共和国の「聖地」でありチュチェの「総本山」を習総書記が訪問することは、共和国にとって最も大切な空間で客人を歓迎するという点において「最高の歓迎の意思表示」という意味合いを持ちますが、同時に、
客人を自己の聖地・総本山に巡礼・参拝させるという点においては「下手に出るつもりはありまんよ」という意味合いも帯びます。「我々の対米対決の傍らには中国の同志たちがいる!」ということを、
「親分子分の関係」としてではなく「戦友同士の関係」として捉えているキム・ジョンウン委員長・共和国側の理解・認識が見て取れます。
むろん、こうした社会主義国特有の「意味付け・箔付け」は、
中国共産党一行も十分に分かっているはず(自分たちだってよくやってきたわけだし)。このことは、
中国共産党による朝鮮労働党に対する相当の配慮の様を内外に示すものとみてよさそうです。
■あくまでもドライな関係
他方、朝中関係は
あくまでもドライな関係なので、
朝中友誼強調は思惑の一致の産物であり、地獄の底まで添い遂げるということはないでしょう。
https://headlines.yahoo.co.jp/hl?a=20190621-00000001-jij-kr北朝鮮関係・識者談話
6/21(金) 0:19配信
時事通信
◇対米カード増やした
津上俊哉・現代中国研究家の話 中国の習近平国家主席は今回の北朝鮮訪問で金正恩朝鮮労働党委員長と会談したことで、貿易摩擦を抱える米国へのカードを増やしたと言える。中朝会談は米国へのけん制と言われることが多いが、北朝鮮と一緒になって米国に対抗することが目的ではない。

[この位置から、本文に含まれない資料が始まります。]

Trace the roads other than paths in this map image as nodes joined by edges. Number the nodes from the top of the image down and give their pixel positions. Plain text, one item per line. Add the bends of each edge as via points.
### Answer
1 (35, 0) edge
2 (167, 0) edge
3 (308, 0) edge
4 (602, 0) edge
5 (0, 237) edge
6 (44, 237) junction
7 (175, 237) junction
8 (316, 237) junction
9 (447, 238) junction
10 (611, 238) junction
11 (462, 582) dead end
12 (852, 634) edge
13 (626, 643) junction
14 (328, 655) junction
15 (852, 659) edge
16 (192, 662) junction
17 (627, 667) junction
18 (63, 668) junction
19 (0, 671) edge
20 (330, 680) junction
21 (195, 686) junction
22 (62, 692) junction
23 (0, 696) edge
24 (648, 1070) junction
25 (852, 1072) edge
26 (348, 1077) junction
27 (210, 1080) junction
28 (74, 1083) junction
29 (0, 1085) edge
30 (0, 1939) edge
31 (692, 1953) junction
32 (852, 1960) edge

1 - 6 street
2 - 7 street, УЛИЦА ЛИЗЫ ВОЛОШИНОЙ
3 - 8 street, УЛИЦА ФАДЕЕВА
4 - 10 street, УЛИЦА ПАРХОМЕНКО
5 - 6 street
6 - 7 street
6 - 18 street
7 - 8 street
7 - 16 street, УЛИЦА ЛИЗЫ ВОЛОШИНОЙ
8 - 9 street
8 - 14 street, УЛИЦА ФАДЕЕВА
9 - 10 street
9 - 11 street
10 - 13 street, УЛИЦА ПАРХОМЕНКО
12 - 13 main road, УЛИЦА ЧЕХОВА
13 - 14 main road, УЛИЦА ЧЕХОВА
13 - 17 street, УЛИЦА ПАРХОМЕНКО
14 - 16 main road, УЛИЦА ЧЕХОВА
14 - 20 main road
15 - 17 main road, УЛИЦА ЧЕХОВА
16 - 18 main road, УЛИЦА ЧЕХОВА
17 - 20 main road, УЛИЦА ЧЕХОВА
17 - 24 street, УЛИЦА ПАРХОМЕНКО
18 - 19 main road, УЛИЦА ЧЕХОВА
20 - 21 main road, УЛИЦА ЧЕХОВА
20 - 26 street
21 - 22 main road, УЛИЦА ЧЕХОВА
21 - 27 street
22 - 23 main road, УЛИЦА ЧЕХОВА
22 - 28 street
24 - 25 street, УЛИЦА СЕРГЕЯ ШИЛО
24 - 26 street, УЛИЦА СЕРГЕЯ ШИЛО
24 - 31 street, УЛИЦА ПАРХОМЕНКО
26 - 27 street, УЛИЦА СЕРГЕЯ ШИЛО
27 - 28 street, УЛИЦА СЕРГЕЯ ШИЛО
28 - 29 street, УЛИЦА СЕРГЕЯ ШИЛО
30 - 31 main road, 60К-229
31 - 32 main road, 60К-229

中国は北朝鮮問題で米国に「貸し」があると思っている。米中の共同歩調が北朝鮮の態度を変えさせたと自負しているからだ。米中両国の間には、貿易戦争ばかりではなく、お互いの協力なしでは解決できない問題があることをトランプ米大統領が再認識することを望んでいる。
(中略)
中国は、北朝鮮が制裁や圧力で非核化するとは考えておらず、今すぐ丸裸になれという米国のやり方は非現実的とみている。それでも、北朝鮮に運搬可能な核兵器の配備を許さないというゴールは米国と共有していると思う。
昨年6月10日づけ「
朝米関係の行方を占うならば、朝鮮民主主義人民共和国とアメリカ合衆国そのものを正面から取り扱うべき」において私は、上掲の遠藤氏による朝中関係分析、について、「
習近平にとって金正恩は、一党支配体制を維持するためのコマの一つなのだ。金正恩ははしゃいでいるが、習近平の手の上で踊っているに過ぎないのではないだろうか。」というくだりを念頭に置きつつ以下のとおり批判的に述べました。

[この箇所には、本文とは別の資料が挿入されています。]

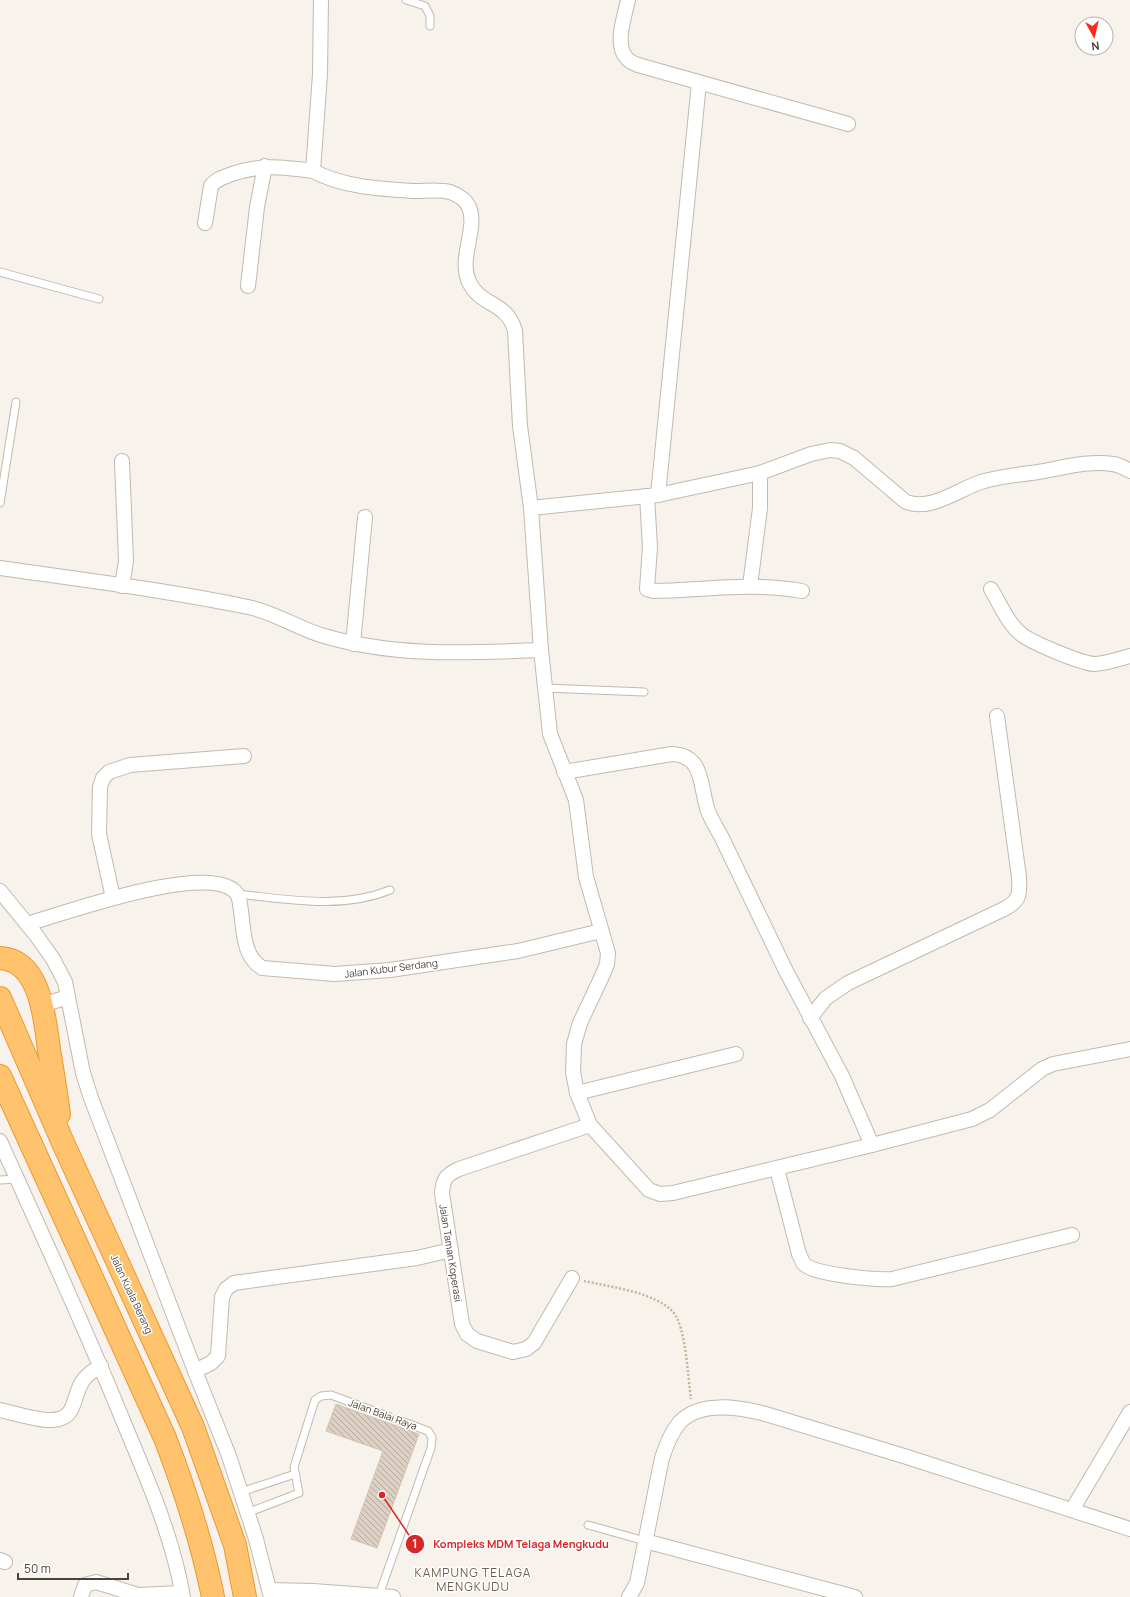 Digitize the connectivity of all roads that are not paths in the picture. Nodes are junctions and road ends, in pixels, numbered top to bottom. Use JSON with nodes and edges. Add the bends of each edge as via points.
{"nodes":[{"id":1,"x":321,"y":0,"type":"edge"},
{"id":2,"x":406,"y":0,"type":"edge"},
{"id":3,"x":628,"y":0,"type":"edge"},
{"id":4,"x":430,"y":26,"type":"dead end"},
{"id":5,"x":699,"y":83,"type":"junction"},
{"id":6,"x":848,"y":124,"type":"dead end"},
{"id":7,"x":265,"y":166,"type":"junction"},
{"id":8,"x":313,"y":171,"type":"junction"},
{"id":9,"x":206,"y":223,"type":"dead end"},
{"id":10,"x":0,"y":272,"type":"edge"},
{"id":11,"x":248,"y":286,"type":"dead end"},
{"id":12,"x":99,"y":298,"type":"dead end"},
{"id":13,"x":16,"y":402,"type":"dead end"},
{"id":14,"x":122,"y":462,"type":"dead end"},
{"id":15,"x":1130,"y":471,"type":"edge"},
{"id":16,"x":760,"y":473,"type":"junction"},
{"id":17,"x":653,"y":495,"type":"junction"},
{"id":18,"x":0,"y":503,"type":"edge"},
{"id":19,"x":531,"y":508,"type":"junction"},
{"id":20,"x":365,"y":517,"type":"dead end"},
{"id":21,"x":0,"y":568,"type":"edge"},
{"id":22,"x":122,"y":586,"type":"junction"},
{"id":23,"x":750,"y":586,"type":"junction"},
{"id":24,"x":991,"y":589,"type":"dead end"},
{"id":25,"x":802,"y":591,"type":"dead end"},
{"id":26,"x":354,"y":644,"type":"junction"},
{"id":27,"x":540,"y":650,"type":"junction"},
{"id":28,"x":1130,"y":656,"type":"edge"},
{"id":29,"x":545,"y":688,"type":"junction"},
{"id":30,"x":644,"y":692,"type":"dead end"},
{"id":31,"x":997,"y":716,"type":"dead end"},
{"id":32,"x":244,"y":756,"type":"dead end"},
{"id":33,"x":564,"y":772,"type":"junction"},
{"id":34,"x":390,"y":890,"type":"dead end"},
{"id":35,"x":0,"y":891,"type":"edge"},
{"id":36,"x":236,"y":894,"type":"junction"},
{"id":37,"x":113,"y":898,"type":"junction"},
{"id":38,"x":27,"y":924,"type":"junction"},
{"id":39,"x":601,"y":930,"type":"junction"},
{"id":40,"x":0,"y":958,"type":"edge"},
{"id":41,"x":68,"y":997,"type":"junction"},
{"id":42,"x":0,"y":998,"type":"edge"},
{"id":43,"x":42,"y":1005,"type":"junction"},
{"id":44,"x":810,"y":1018,"type":"junction"},
{"id":45,"x":1130,"y":1049,"type":"edge"},
{"id":46,"x":736,"y":1054,"type":"dead end"},
{"id":47,"x":0,"y":1076,"type":"edge"},
{"id":48,"x":577,"y":1094,"type":"junction"},
{"id":49,"x":590,"y":1125,"type":"junction"},
{"id":50,"x":0,"y":1142,"type":"edge"},
{"id":51,"x":64,"y":1145,"type":"junction"},
{"id":52,"x":872,"y":1145,"type":"junction"},
{"id":53,"x":777,"y":1169,"type":"junction"},
{"id":54,"x":17,"y":1179,"type":"junction"},
{"id":55,"x":0,"y":1180,"type":"edge"},
{"id":56,"x":1072,"y":1235,"type":"dead end"},
{"id":57,"x":451,"y":1250,"type":"junction"},
{"id":58,"x":572,"y":1278,"type":"road end"},
{"id":59,"x":101,"y":1366,"type":"junction"},
{"id":60,"x":195,"y":1371,"type":"junction"},
{"id":61,"x":0,"y":1410,"type":"edge"},
{"id":62,"x":1130,"y":1412,"type":"edge"},
{"id":63,"x":214,"y":1419,"type":"junction"},
{"id":64,"x":193,"y":1427,"type":"junction"},
{"id":65,"x":295,"y":1474,"type":"junction"},
{"id":66,"x":241,"y":1492,"type":"junction"},
{"id":67,"x":1072,"y":1510,"type":"junction"},
{"id":68,"x":247,"y":1513,"type":"junction"},
{"id":69,"x":588,"y":1525,"type":"dead end"},
{"id":70,"x":1130,"y":1529,"type":"edge"},
{"id":71,"x":645,"y":1541,"type":"junction"},
{"id":72,"x":271,"y":1594,"type":"edge"},
{"id":73,"x":182,"y":1595,"type":"edge"},
{"id":74,"x":379,"y":1595,"type":"junction"},
{"id":75,"x":81,"y":1597,"type":"edge"},
{"id":76,"x":213,"y":1597,"type":"edge"},
{"id":77,"x":246,"y":1597,"type":"edge"},
{"id":78,"x":393,"y":1597,"type":"edge"},
{"id":79,"x":629,"y":1597,"type":"edge"},
{"id":80,"x":855,"y":1597,"type":"edge"}],
"edges":[{"from":1,"to":8,"type":"street","via":[[320,74]]},
{"from":2,"to":4,"type":"lane","via":[[425,6],[430,16]]},
{"from":3,"to":5,"type":"street","via":[[620,43],[624,56],[638,65]]},
{"from":5,"to":6,"type":"street"},
{"from":5,"to":17,"type":"street"},
{"from":7,"to":8,"type":"street"},
{"from":7,"to":9,"type":"street","via":[[250,168],[214,182],[210,192]]},
{"from":7,"to":11,"type":"street","via":[[257,207]]},
{"from":8,"to":19,"type":"street","via":[[347,184],[394,190],[450,192],[466,200],[471,217],[465,262],[468,281],[474,292],[506,313],[515,332],[520,426]]},
{"from":10,"to":12,"type":"lane"},
{"from":13,"to":18,"type":"lane"},
{"from":14,"to":22,"type":"street","via":[[126,560]]},
{"from":15,"to":16,"type":"street","via":[[1113,464],[1061,468],[995,479],[965,488],[928,504],[917,505],[906,502],[854,458],[840,451],[830,450],[811,454]]},
{"from":16,"to":17,"type":"street"},
{"from":16,"to":23,"type":"street","via":[[760,508]]},
{"from":17,"to":19,"type":"street"},
{"from":17,"to":23,"type":"street","via":[[647,589],[662,591]]},
{"from":19,"to":27,"type":"street"},
{"from":20,"to":26,"type":"street"},
{"from":21,"to":22,"type":"street"},
{"from":22,"to":26,"type":"street","via":[[250,607],[314,633]]},
{"from":23,"to":25,"type":"street","via":[[784,587]]},
{"from":24,"to":28,"type":"street","via":[[1013,626],[1026,638],[1092,664]]},
{"from":26,"to":27,"type":"street","via":[[457,654]]},
{"from":27,"to":29,"type":"street"},
{"from":29,"to":30,"type":"lane"},
{"from":29,"to":33,"type":"street","via":[[550,734]]},
{"from":31,"to":44,"type":"street","via":[[1019,877],[1018,899],[1004,909],[848,983],[826,998]]},
{"from":32,"to":37,"type":"street","via":[[130,765],[109,772],[103,778],[100,787],[99,834]]},
{"from":33,"to":39,"type":"street","via":[[576,800],[582,858]]},
{"from":33,"to":44,"type":"street","via":[[672,754],[682,754],[689,758],[700,777],[712,821]]},
{"from":34,"to":36,"type":"lane","via":[[371,898],[348,901]]},
{"from":35,"to":38,"type":"street"},
{"from":36,"to":37,"type":"street","via":[[227,885],[212,881],[193,882]]},
{"from":36,"to":39,"type":"street","name":"Jalan Kubur Serdang","via":[[240,903],[247,952],[262,968],[280,971],[334,974],[390,970],[518,951]]},
{"from":37,"to":38,"type":"street"},
{"from":38,"to":41,"type":"street","via":[[53,959],[65,982]]},
{"from":39,"to":48,"type":"street","via":[[608,953],[607,964],[585,1008],[574,1044],[573,1072]]},
{"from":40,"to":43,"type":"highway","via":[[16,962],[25,969],[35,984]]},
{"from":41,"to":43,"type":"street"},
{"from":41,"to":60,"type":"street","via":[[83,1073],[91,1098]]},
{"from":42,"to":51,"type":"highway","name":"Jalan Kuala Berang"},
{"from":43,"to":51,"type":"highway"},
{"from":44,"to":52,"type":"street","via":[[842,1076]]},
{"from":45,"to":52,"type":"street","via":[[1053,1064],[1042,1069],[990,1110],[972,1119]]},
{"from":46,"to":48,"type":"street"},
{"from":47,"to":76,"type":"highway","via":[[165,1438],[181,1478],[205,1555]]},
{"from":48,"to":49,"type":"street"},
{"from":49,"to":53,"type":"street","via":[[649,1190],[660,1194]]},
{"from":49,"to":57,"type":"street","name":"Jalan Taman Koperasi","via":[[448,1174],[443,1180],[442,1193]]},
{"from":50,"to":54,"type":"street"},
{"from":51,"to":64,"type":"highway","name":"Jalan Kuala Berang"},
{"from":52,"to":53,"type":"street"},
{"from":53,"to":56,"type":"street","via":[[799,1254],[810,1268],[823,1272],[875,1280],[892,1279]]},
{"from":54,"to":55,"type":"lane"},
{"from":54,"to":59,"type":"street"},
{"from":57,"to":58,"type":"street","name":"Jalan Taman Koperasi","via":[[462,1324],[467,1334],[477,1341],[513,1352],[526,1349],[534,1343]]},
{"from":57,"to":60,"type":"street","via":[[417,1258],[234,1283],[226,1289],[222,1297],[218,1356],[211,1364]]},
{"from":59,"to":61,"type":"street","via":[[83,1380],[77,1390],[72,1411],[65,1418],[51,1420]]},
{"from":59,"to":73,"type":"street","via":[[166,1527]]},
{"from":60,"to":63,"type":"street"},
{"from":62,"to":67,"type":"street"},
{"from":63,"to":64,"type":"street"},
{"from":63,"to":66,"type":"street"},
{"from":64,"to":77,"type":"highway","name":"Jalan Kuala Berang","via":[[235,1545]]},
{"from":65,"to":66,"type":"lane"},
{"from":65,"to":68,"type":"lane","via":[[300,1491],[296,1496]]},
{"from":65,"to":74,"type":"lane","name":"Jalan Balai Raya","via":[[294,1467],[315,1400],[322,1396],[331,1395],[428,1431],[432,1437],[431,1448]]},
{"from":66,"to":68,"type":"street"},
{"from":67,"to":70,"type":"street"},
{"from":67,"to":71,"type":"street","via":[[762,1413],[712,1408],[692,1412],[680,1422],[668,1440]]},
{"from":68,"to":72,"type":"street"},
{"from":69,"to":71,"type":"lane"},
{"from":71,"to":79,"type":"street","via":[[637,1584]]},
{"from":71,"to":80,"type":"street"},
{"from":72,"to":74,"type":"street"},
{"from":73,"to":75,"type":"street","via":[[138,1595],[96,1582],[85,1585]]},
{"from":74,"to":78,"type":"street"}]}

中国共産党政権が共和国政府に対して「改革開放」を再三にわたって要求してきたことは事実です。そしてまた、中国共産党政権が「紅い団結」(あまり聞き覚えのない単語ですが・・・)を必要としているのも事実でしょう。しかし、だからといって共和国政府が「紅い団結」云々に付き合わなければならない理由など、どこにもありません。中国共産党政権が自国事情を基に「紅い団結」を必要とし、共和国政府もまた自国事情によってそれに乗っかったというのが真相であり、単に国家間の利害が一致したに過ぎないのです。

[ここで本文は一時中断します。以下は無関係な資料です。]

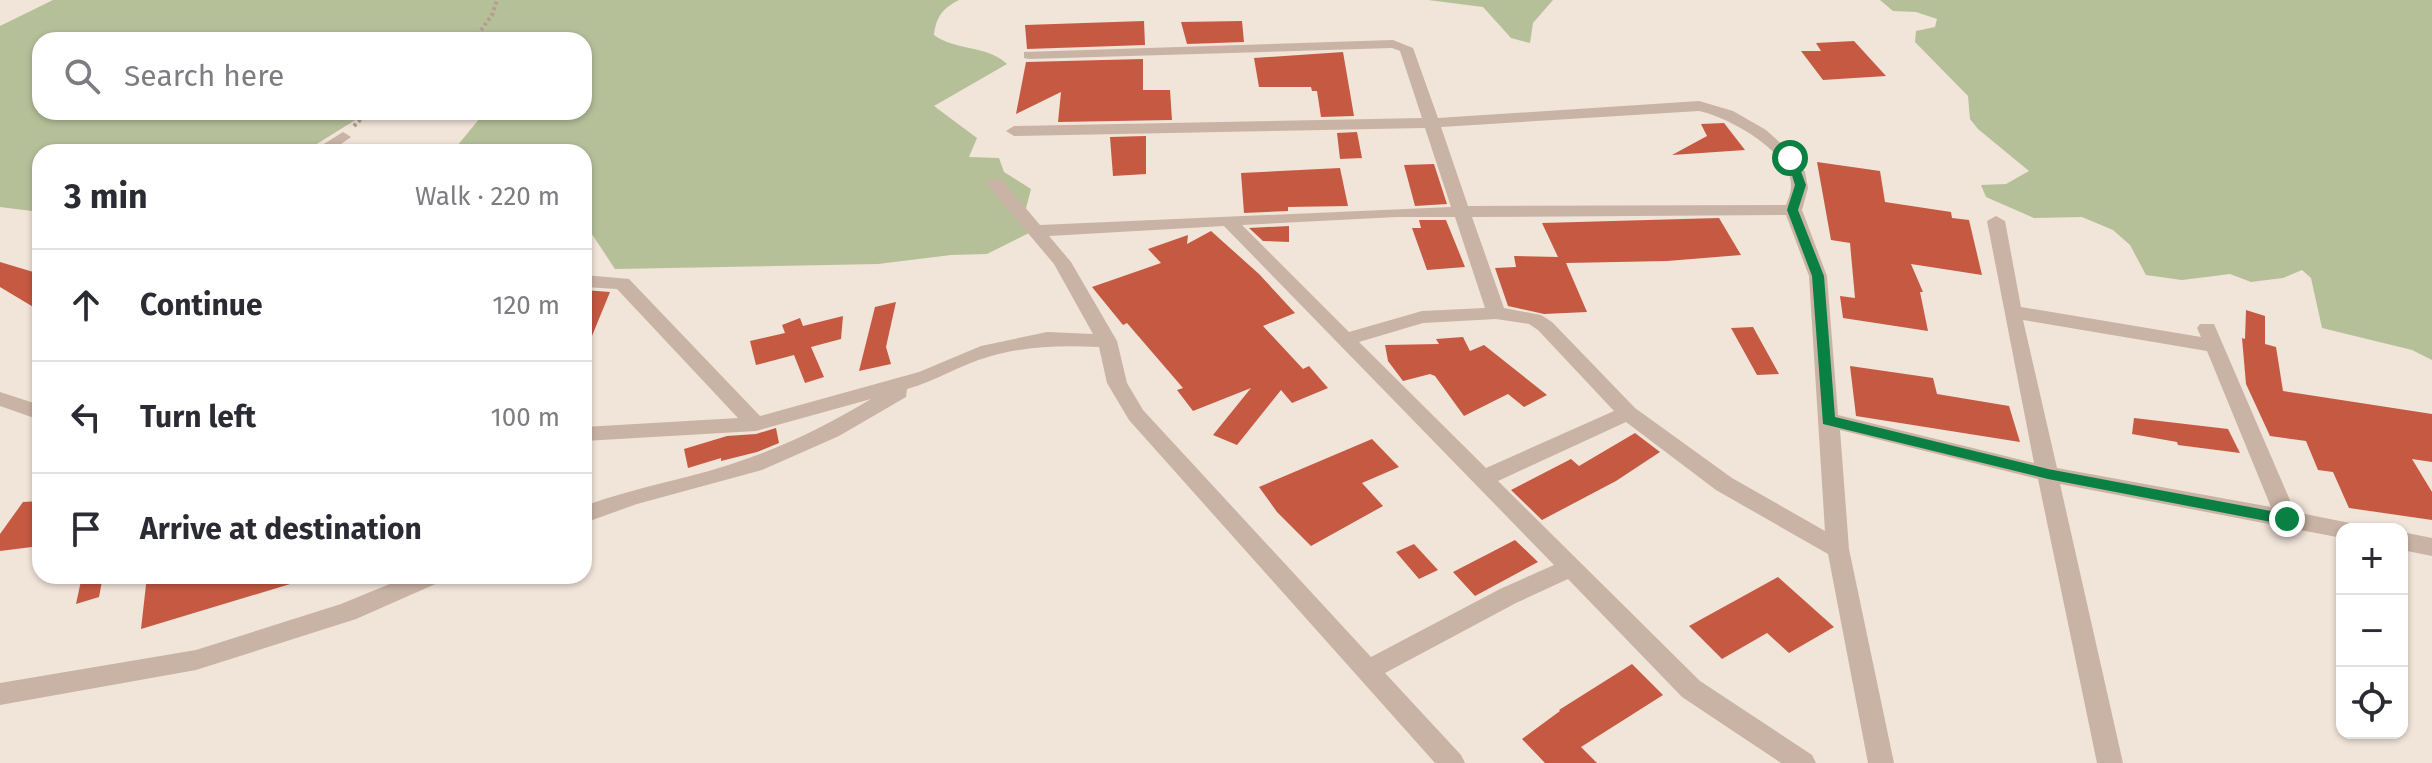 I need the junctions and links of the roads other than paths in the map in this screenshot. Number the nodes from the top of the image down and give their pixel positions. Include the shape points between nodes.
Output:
1 (1029, 55) dead end
2 (1433, 123) junction
3 (1014, 131) dead end
4 (343, 137) dead end
5 (332, 144) edge
6 (995, 183) dead end
7 (1793, 210) junction
8 (1464, 212) junction
9 (1228, 221) junction
10 (1996, 221) dead end
11 (1035, 231) junction
12 (592, 281) edge
13 (2012, 312) junction
14 (1496, 313) junction
15 (1347, 339) junction
16 (1107, 341) junction
17 (926, 377) junction
18 (0, 399) edge
19 (32, 410) edge
20 (1628, 413) junction
21 (1828, 420) junction
22 (756, 424) junction
23 (592, 434) edge
24 (2048, 474) junction
25 (1482, 479) junction
26 (592, 512) edge
27 (2287, 519) junction
28 (2336, 528) edge
29 (2408, 542) edge
30 (2432, 547) edge
31 (1838, 549) junction
32 (1573, 567) junction
33 (413, 584) edge
34 (1366, 671) junction
35 (0, 694) edge
36 (1452, 763) edge
37 (1803, 763) edge
38 (1881, 763) edge
39 (2110, 763) edge

1 - 2 street via 1393,44 1406,48
2 - 3 street
2 - 7 street via 1715,108 1790,158 1800,185
2 - 8 street
4 - 5 street
6 - 11 street
7 - 8 street
7 - 21 street via 1818,276
8 - 9 street
8 - 14 street
9 - 11 street
9 - 15 street
10 - 13 street
11 - 16 street via 1062,262
12 - 22 street via 622,283
13 - 24 street
13 - 27 street via 2212,337
14 - 15 street via 1422,317
14 - 20 street via 1545,326
15 - 25 street
16 - 17 street via 1047,338 981,352
16 - 34 street via 1117,383 1136,415
17 - 22 street
17 - 26 street via 832,431 754,465
18 - 19 street
20 - 25 street
20 - 31 street via 1724,484
21 - 24 street
21 - 31 street
22 - 23 street
24 - 27 street
24 - 39 street
25 - 32 street
27 - 28 street
29 - 30 street
31 - 38 street
32 - 34 street
32 - 37 street via 1691,689
33 - 35 street via 348,612 196,660
34 - 36 street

今回の習総書記訪朝ニュースは、まさに双方の思惑と利害の一致による産物であり、「お互いを利用し合いながら歩調を合わせている」朝中双方の関係性がよく現れているといえるでしょう。
■対米非核化交渉があまり触れられていないことについて
朝鮮中央テレビの記録映画の全体的論調について総括しておきましょう。
対米非核化交渉についてはほぼ触れられておらず、朝中友誼・社会主義建設の同志関係を強調する論調が全体を貫いているといえます。J-CASTニュースは、21日の記事「
首脳会談、北朝鮮メディアが沈黙した話題 中国側との「差」と「半日遅れ」の意味は」で「
「友好」の協調に留まった北朝鮮メディア」と報じています。
このことは、
共和国政府の目下の最重要政策課題は唯一経済建設であり、共和国公民たちの関心も経済等民生分野の動向であることを共和国政府も十分理解しているがゆえと考えられます。経済建設の鍵は長期的には対米関係改善ですが、まずは中国との連携強化です。
対米関係は国事の「課題」としては主要でありつつも、「関心」としては副次的扱いになっていることが推察されます。だからこそ、朝中友誼や社会主義建設の同志関係について
メディア報道上では強調しているのでしょう。